A decreasing number of COVID-19 patients and easing travel restrictions have begun in several countries across the globe, including Indonesia. In May 2022, the Indonesian government dropped the outdoor mask mandate as the pandemic got more and more under control. Soon, this pandemic will end and people will move on, but the question is: what will happen then? This question emerges as a result of many aspects of life in Indonesia being affected by the pandemic itself, such as the economy, business, politics, health, etc., with the adjustments needed in each. What about architecture?
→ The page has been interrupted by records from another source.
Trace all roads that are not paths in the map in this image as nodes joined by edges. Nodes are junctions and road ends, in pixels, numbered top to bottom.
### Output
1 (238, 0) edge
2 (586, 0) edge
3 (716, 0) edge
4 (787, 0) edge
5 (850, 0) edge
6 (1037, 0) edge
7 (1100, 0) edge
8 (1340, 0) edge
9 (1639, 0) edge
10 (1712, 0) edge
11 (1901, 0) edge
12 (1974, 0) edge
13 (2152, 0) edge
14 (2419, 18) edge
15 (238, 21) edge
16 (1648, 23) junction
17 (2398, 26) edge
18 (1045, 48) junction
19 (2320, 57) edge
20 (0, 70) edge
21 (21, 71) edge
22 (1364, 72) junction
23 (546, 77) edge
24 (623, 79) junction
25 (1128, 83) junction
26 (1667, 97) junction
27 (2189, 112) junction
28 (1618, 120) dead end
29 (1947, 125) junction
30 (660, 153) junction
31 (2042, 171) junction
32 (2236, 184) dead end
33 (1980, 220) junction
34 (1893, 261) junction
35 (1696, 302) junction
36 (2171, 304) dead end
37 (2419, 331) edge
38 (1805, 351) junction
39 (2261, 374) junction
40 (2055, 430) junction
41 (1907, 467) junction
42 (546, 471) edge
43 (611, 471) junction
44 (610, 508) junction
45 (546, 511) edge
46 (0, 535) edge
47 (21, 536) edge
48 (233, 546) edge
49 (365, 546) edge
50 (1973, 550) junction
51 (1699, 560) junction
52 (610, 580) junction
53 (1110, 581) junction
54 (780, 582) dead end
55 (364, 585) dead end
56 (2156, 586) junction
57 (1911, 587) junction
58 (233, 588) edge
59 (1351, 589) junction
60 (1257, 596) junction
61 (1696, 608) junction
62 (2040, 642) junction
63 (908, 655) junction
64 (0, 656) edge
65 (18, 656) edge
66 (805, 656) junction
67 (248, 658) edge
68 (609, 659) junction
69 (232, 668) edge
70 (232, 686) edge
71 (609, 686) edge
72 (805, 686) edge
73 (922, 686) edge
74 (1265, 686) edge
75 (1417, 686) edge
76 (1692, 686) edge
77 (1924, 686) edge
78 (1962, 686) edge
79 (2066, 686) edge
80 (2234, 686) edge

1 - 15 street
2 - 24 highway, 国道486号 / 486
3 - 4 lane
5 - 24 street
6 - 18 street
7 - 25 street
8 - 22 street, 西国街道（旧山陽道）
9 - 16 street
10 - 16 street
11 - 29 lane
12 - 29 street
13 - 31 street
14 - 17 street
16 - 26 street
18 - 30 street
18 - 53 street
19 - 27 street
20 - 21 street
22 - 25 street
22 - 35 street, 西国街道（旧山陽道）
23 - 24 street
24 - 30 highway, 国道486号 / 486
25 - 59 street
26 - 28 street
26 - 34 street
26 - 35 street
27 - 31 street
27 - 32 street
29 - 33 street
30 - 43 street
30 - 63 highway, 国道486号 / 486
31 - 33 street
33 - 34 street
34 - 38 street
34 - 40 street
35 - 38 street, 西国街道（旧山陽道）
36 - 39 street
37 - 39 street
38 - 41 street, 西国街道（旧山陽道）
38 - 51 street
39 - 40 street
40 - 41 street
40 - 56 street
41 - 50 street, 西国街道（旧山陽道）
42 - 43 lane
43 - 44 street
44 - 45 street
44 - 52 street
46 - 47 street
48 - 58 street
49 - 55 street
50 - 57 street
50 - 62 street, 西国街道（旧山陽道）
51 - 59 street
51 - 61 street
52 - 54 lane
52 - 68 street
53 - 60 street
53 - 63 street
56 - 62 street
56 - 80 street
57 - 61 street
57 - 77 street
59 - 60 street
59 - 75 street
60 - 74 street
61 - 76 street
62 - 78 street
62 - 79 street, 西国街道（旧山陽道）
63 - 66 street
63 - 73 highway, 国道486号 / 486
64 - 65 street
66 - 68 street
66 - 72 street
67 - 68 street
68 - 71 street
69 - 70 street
Geographically, Indonesia is an archipelagic country extending the equator line with a tropical climate. The sun shines throughout the year, meaning people in Indonesia tend to want to find a cool-comfortable place in the shade and do their daily activities. Clearly, shopping malls are much more favourable than open-air spaces such as public parks. With the full closure of shopping malls that spread across the country, the Breeze BSD became a favourite among its competitors, being the first open-air mall in Indonesia. The green concept of a “Mall without Walls” materialised by reducing air conditioning, optimising natural lighting, and utilising outdoor walkways as a connector between building masses and landscapes. Since it was completed in 2013 with an unfulfilled tendency, it eventually became less popular and did not receive many visitors prior to the pandemic.
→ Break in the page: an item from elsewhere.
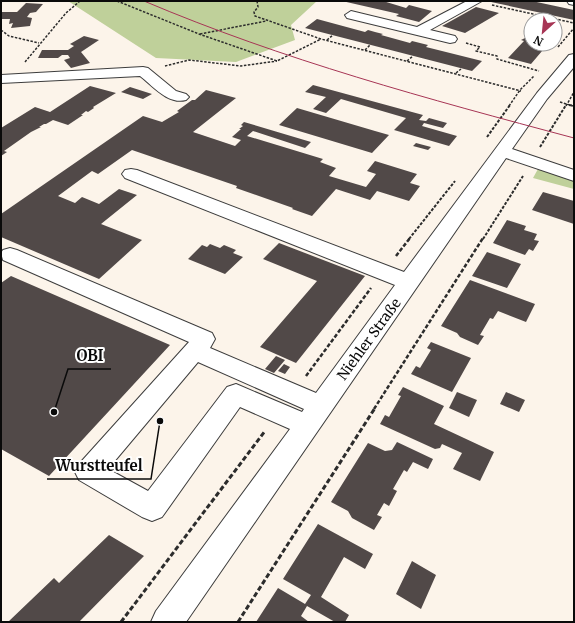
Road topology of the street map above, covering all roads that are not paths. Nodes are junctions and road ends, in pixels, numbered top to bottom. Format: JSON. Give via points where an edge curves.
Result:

Because the virus was spread by physical touch and droplets, the Indonesian government placed restrictions on limiting social distance. People became more afraid to be in closed spaces – the risk of getting infected is very high in a crowded room. In more open spaces, air circulation is exchanged naturally so air quality is automatically maintained, therefore, people can feel safe spending time outdoors rather than indoors. As a result, people adjusted their preferences from indoor activities to outdoor activities and, what’s more, they embraced to outdoors with cycling, gardening, jogging, etc.
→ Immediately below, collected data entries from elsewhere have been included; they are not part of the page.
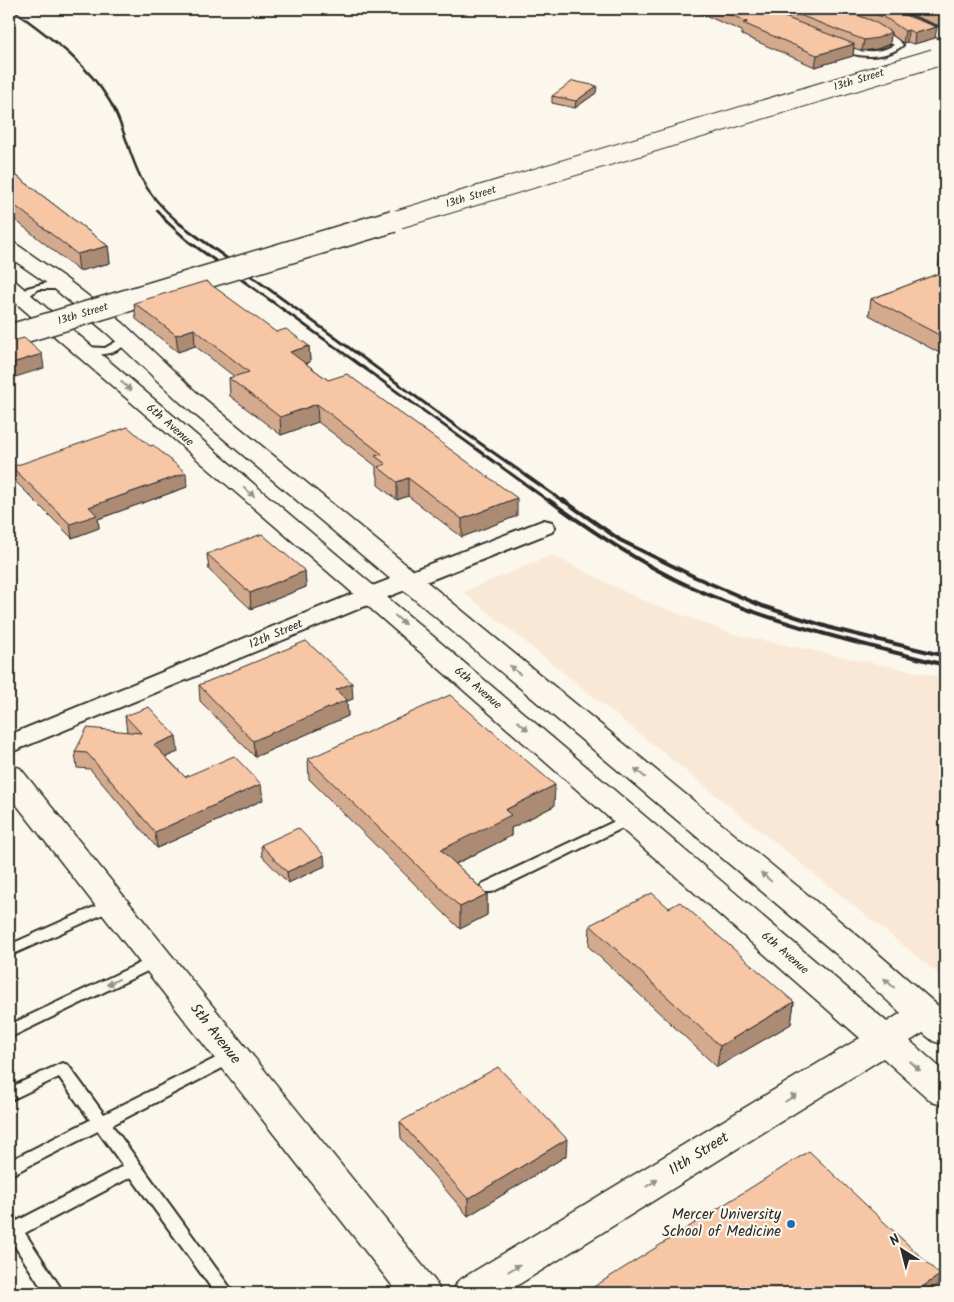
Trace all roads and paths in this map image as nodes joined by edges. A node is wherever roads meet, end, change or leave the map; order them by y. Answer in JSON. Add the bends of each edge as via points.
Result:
{"nodes":[{"id":1,"x":877,"y":9,"type":"edge"},
{"id":2,"x":865,"y":26,"type":"edge"},
{"id":3,"x":945,"y":35,"type":"edge"},
{"id":4,"x":834,"y":44,"type":"edge"},
{"id":5,"x":934,"y":58,"type":"dead end"},
{"id":6,"x":9,"y":248,"type":"edge"},
{"id":7,"x":63,"y":286,"type":"junction"},
{"id":8,"x":16,"y":292,"type":"edge"},
{"id":9,"x":9,"y":336,"type":"edge"},
{"id":10,"x":126,"y":338,"type":"junction"},
{"id":11,"x":84,"y":350,"type":"junction"},
{"id":12,"x":544,"y":526,"type":"dead end"},
{"id":13,"x":407,"y":580,"type":"junction"},
{"id":14,"x":371,"y":595,"type":"junction"},
{"id":15,"x":9,"y":745,"type":"edge"},
{"id":16,"x":9,"y":775,"type":"edge"},
{"id":17,"x":630,"y":819,"type":"junction"},
{"id":18,"x":487,"y":888,"type":"dead end"},
{"id":19,"x":112,"y":904,"type":"junction"},
{"id":20,"x":9,"y":951,"type":"edge"},
{"id":21,"x":156,"y":960,"type":"junction"},
{"id":22,"x":935,"y":1024,"type":"edge"},
{"id":23,"x":9,"y":1032,"type":"edge"},
{"id":24,"x":885,"y":1040,"type":"junction"},
{"id":25,"x":232,"y":1056,"type":"junction"},
{"id":26,"x":945,"y":1092,"type":"edge"},
{"id":27,"x":9,"y":1095,"type":"edge"},
{"id":28,"x":100,"y":1122,"type":"junction"},
{"id":29,"x":134,"y":1168,"type":"junction"},
{"id":30,"x":9,"y":1169,"type":"edge"},
{"id":31,"x":11,"y":1227,"type":"edge"},
{"id":32,"x":55,"y":1293,"type":"edge"},
{"id":33,"x":225,"y":1293,"type":"edge"},
{"id":34,"x":421,"y":1293,"type":"edge"},
{"id":35,"x":472,"y":1293,"type":"edge"}],
"edges":[{"from":1,"to":3,"type":"street"},
{"from":2,"to":4,"type":"lane","via":[[899,45],[867,55]]},
{"from":5,"to":9,"type":"street","name":"13th Street","bridge":true},
{"from":6,"to":7,"type":"street"},
{"from":7,"to":8,"type":"lane","via":[[39,286],[26,292]]},
{"from":7,"to":10,"type":"street"},
{"from":8,"to":11,"type":"street","name":"6th Avenue"},
{"from":10,"to":11,"type":"lane","via":[[106,352]]},
{"from":10,"to":13,"type":"street","via":[[188,397]]},
{"from":11,"to":14,"type":"street","name":"6th Avenue","one_way":true},
{"from":12,"to":13,"type":"street","name":"12th Street"},
{"from":13,"to":14,"type":"street","name":"12th Street"},
{"from":22,"to":13,"type":"street","one_way":true,"via":[[847,945]]},
{"from":14,"to":15,"type":"street","name":"12th Street"},
{"from":14,"to":17,"type":"street","name":"6th Avenue","one_way":true},
{"from":16,"to":19,"type":"street","name":"5th Avenue"},
{"from":17,"to":18,"type":"lane"},
{"from":17,"to":24,"type":"street","name":"6th Avenue"},
{"from":19,"to":20,"type":"lane"},
{"from":19,"to":21,"type":"street","name":"5th Avenue"},
{"from":21,"to":23,"type":"lane","one_way":true},
{"from":21,"to":25,"type":"street","name":"5th Avenue"},
{"from":22,"to":24,"type":"street","name":"11th Street"},
{"from":24,"to":26,"type":"street","name":"6th Avenue","one_way":true},
{"from":35,"to":24,"type":"street","name":"11th Street","one_way":true},
{"from":25,"to":28,"type":"lane"},
{"from":25,"to":34,"type":"street","name":"5th Avenue"},
{"from":27,"to":28,"type":"lane","via":[[62,1069]]},
{"from":28,"to":29,"type":"lane"},
{"from":28,"to":30,"type":"lane"},
{"from":29,"to":31,"type":"lane"},
{"from":29,"to":33,"type":"lane"},
{"from":31,"to":32,"type":"lane"}]}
T Interior Designers are also in high demand to create new social spots with outdoor space. As precedents, Tanah Atap Coffee Ampera Jakarta, Mimiti Coffee Bandung, and Kastem Space Jogja were designed with a spacious outdoor area.
Humans are continuously adapting to their new environment and architecture, defined as a built environment to accommodate and support their needs. During the Stone Age, humans used caves or simple huts as their haven from wild animals; the Great Pyramid of Giza was made as a tomb for Pharaoh Kufu to symbolise his wealth and power; the Colosseum was an amphitheatre in the Roman Empire, used as their entertainment venue to watch gladiators; the Great Wall of China was built as a fortress to protect their territory and defend against invasions. These examples are all the proof that architecture evolved over the eras, adhered to, and paralleled human civilisation with their distinct characteristics. Thus, we can say that architecture and humans are interrelated and inseparable.
“Design is as much a matter of finding problems as it is solving them.” – Bryan Lawson
An unavoidable global force majeure affects architecture in a specific way. The pandemic is not the first. Back in the early 1900s, tuberculosis was the leading cause of death. Victorian-era housing, with long curtains, small windows, intricate woodwork, and upholstered furniture that accumulated dust, was typical of the time. Isolation was the key to prevention, hence, a sanitorium with an open-rural environment was desirable rather than dust-dense conditions. This influenced the development of modern architecture and famous architects such as Le Corbusier, Alvar Aalto, and Ludwig Mies van der Rohe created a new form of architecture to prevent tuberculosis and address other social issues. If we think retrospectively, difficult and crucial situations always force humans to use and optimise their intellectual side to find a way out, in which architecture itself is one of the outcomes. What is design if it’s not problem-solving?
There are progressions in Indonesian society’s preference from prioritising “cosiness” to “healthiness”. COVID-19 has the role of a catalyst by raising Indonesian society’s awareness of the importance of green and sustainable architecture. Thus, this is very important for the development of architecture in Indonesia since other countries are already aware and put green and sustainability upfront.